If you are also involved in the cryptocurrency space, I sincerely hope this article can help you. As someone with decent summarizing skills and expression, I believe some of my thoughts might be of assistance to you. Alright, without further ado, let's get straight to the point~

1. Be sure to keep records

Make sure to record your feelings and operational details at that time, because words do not lie. Only through real records and careful summaries can you find direction for correct decisions next time. To be honest, experiencing and witnessing such historical moments is a rare growth opportunity. In other words, this experience is the necessary path to becoming a mature investor. As the saying goes, only through personal experience can one have a broader perspective. In the investment process, 'seeing is believing' is an illusion, but it is also the only magical power that allows people to truly believe and accumulate knowledge and experience. If you do not take full advantage of and absorb this historically significant experience, it would be a waste of this valuable opportunity.

2. Never go all in

Whether in the cryptocurrency space or the stock market, truly mature investors will not choose to go all in all the time.

Because those extreme situations caused by black swan events—are bound to happen, especially in a market as volatile as the cryptocurrency space. This may seem like a simple principle, but it is very difficult to execute in practice. Of course, you might have various reasons to go all in, such as having little principal or believing that the asset you just bought is about to rise. Regardless, you will always be reluctant to let your money sit idle, and you will feel the impulse to invest it at any moment. I completely understand this feeling. But reality always mercilessly teaches us lessons. Therefore, I decided to set aside at least 15% of my position after the next round of increases. I initially wanted to leave more, but I know I might be reluctant, so I will take it slow; after all, cultivation is not achieved overnight. This reserved fund will only be invested when the market experiences a drop of about 30%.
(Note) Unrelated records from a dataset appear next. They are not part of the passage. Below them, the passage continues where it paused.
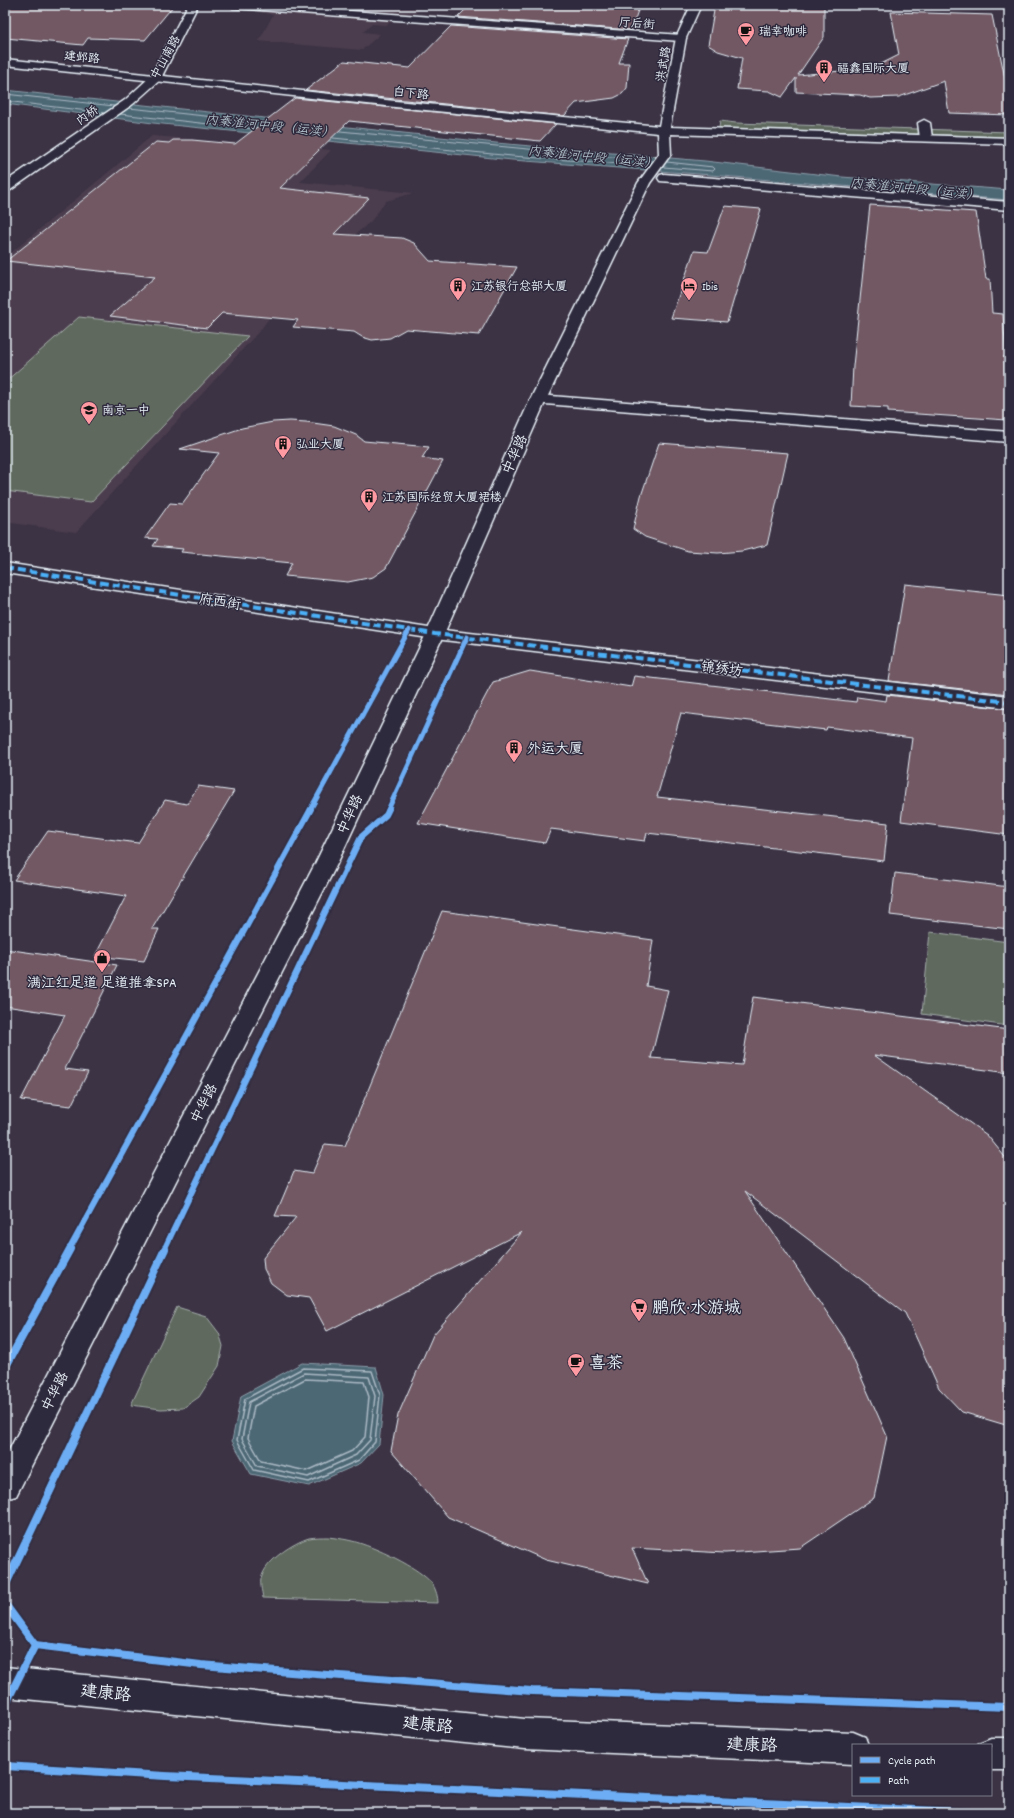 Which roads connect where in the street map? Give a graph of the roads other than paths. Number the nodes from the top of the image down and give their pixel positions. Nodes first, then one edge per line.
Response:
1 (193, 5) edge
2 (233, 5) edge
3 (696, 5) edge
4 (681, 38) junction
5 (5, 62) edge
6 (156, 78) junction
7 (924, 123) dead end
8 (664, 130) junction
9 (926, 138) junction
10 (1009, 141) edge
11 (664, 178) dead end
12 (5, 188) edge
13 (1009, 206) edge
14 (538, 400) junction
15 (1009, 437) edge
16 (5, 568) edge
17 (435, 634) junction
18 (1009, 702) edge
19 (5, 1487) edge
20 (5, 1682) edge
21 (852, 1748) edge
22 (992, 1754) edge
23 (1009, 1754) edge

1 - 6 main road, 中山南路
2 - 4 lane, 厅后街
3 - 4 main road, 洪武路
4 - 8 main road, 洪武路
5 - 6 main road, 建邺路
6 - 8 main road, 白下路
6 - 12 lane
7 - 9 main road
8 - 9 main road, 白下路
8 - 14 main road, 中华路
9 - 10 main road, 白下路
11 - 13 main road
14 - 15 main road
14 - 17 main road, 中华路
16 - 17 main road, 府西街
17 - 18 main road, 锦绣坊
17 - 19 main road, 中华路
20 - 21 main road, 建康路
22 - 23 main road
3. A sharp decline is the best test of human nature

A sharp decline is both a mirror reflecting human nature and a touchstone of human character. Just like most people can share in happiness but find it hard to share in suffering, each sharp decline not only causes coin prices to plummet but also reveals the truth of human nature. In the past, I helped a few strangers make several times their money; some were grateful and insisted on transferring coins to thank me, while others felt smart when making money but shifted the blame to me when they lost. This recent sharp decline particularly highlighted these differences. Of course, I'm not foolish; after this, I am clear about how to treat these people.

4. Always buy only those coins that allow you to hold them with peace of mind

To be honest, the reason I wasn't particularly panicked this time is that over the years, whether buying coins or stocks, I only buy those assets that I believe would be completely fine even if held for over 5 years. This has become my amulet for sleeping peacefully. Of course, I must admit that the various fluctuations in the recent market made me give in and buy some small coins, but because the amounts were small, I could accept even if they went to zero, so I was not too panicked. I hope everyone can remember and follow this principle; it will help you avoid many troubles and significantly improve your quality of life. Only by holding truly quality assets can you achieve real peace of mind.

5. The eternal bull market is in the heart

Another reason I am not panicked is that I already have the confidence of $100,000, so I am not afraid at all. I won't elaborate on this. In this industry, where so many elites and capital have been continuously investing for over ten years, changing the world is the inevitable outcome. So, there is no need to scare yourself, worrying about Bitcoin going to zero. If it were to go to zero, it would have done so long ago. Oh, by the way, if you are familiar with history, you will understand a basic truth: throughout history, reformers have often been the targets of criticism. That is why Bitcoin has been sentenced to 'death' multiple times. But interestingly, Bitcoin is still surviving fiercely, and it can even be said to be thriving. This alone proves its strength. Neither the world's strongest governments nor the richest people can truly take it down. Doesn't that echo Nietzsche's famous saying: 'What does not kill me, makes me stronger.'

6. After every sharp decline, there will be a sharp rise

Looking back at Bitcoin's history, every time there is a significant drop of around 40%, it is almost always followed by a strong rebound, typically between 20% and 30%, often occurring in the short term (like the next day or the day after). So do not be afraid; bravely enter the market when others are panicking, believe in historical patterns, and do not be intimidated by the current sharp decline.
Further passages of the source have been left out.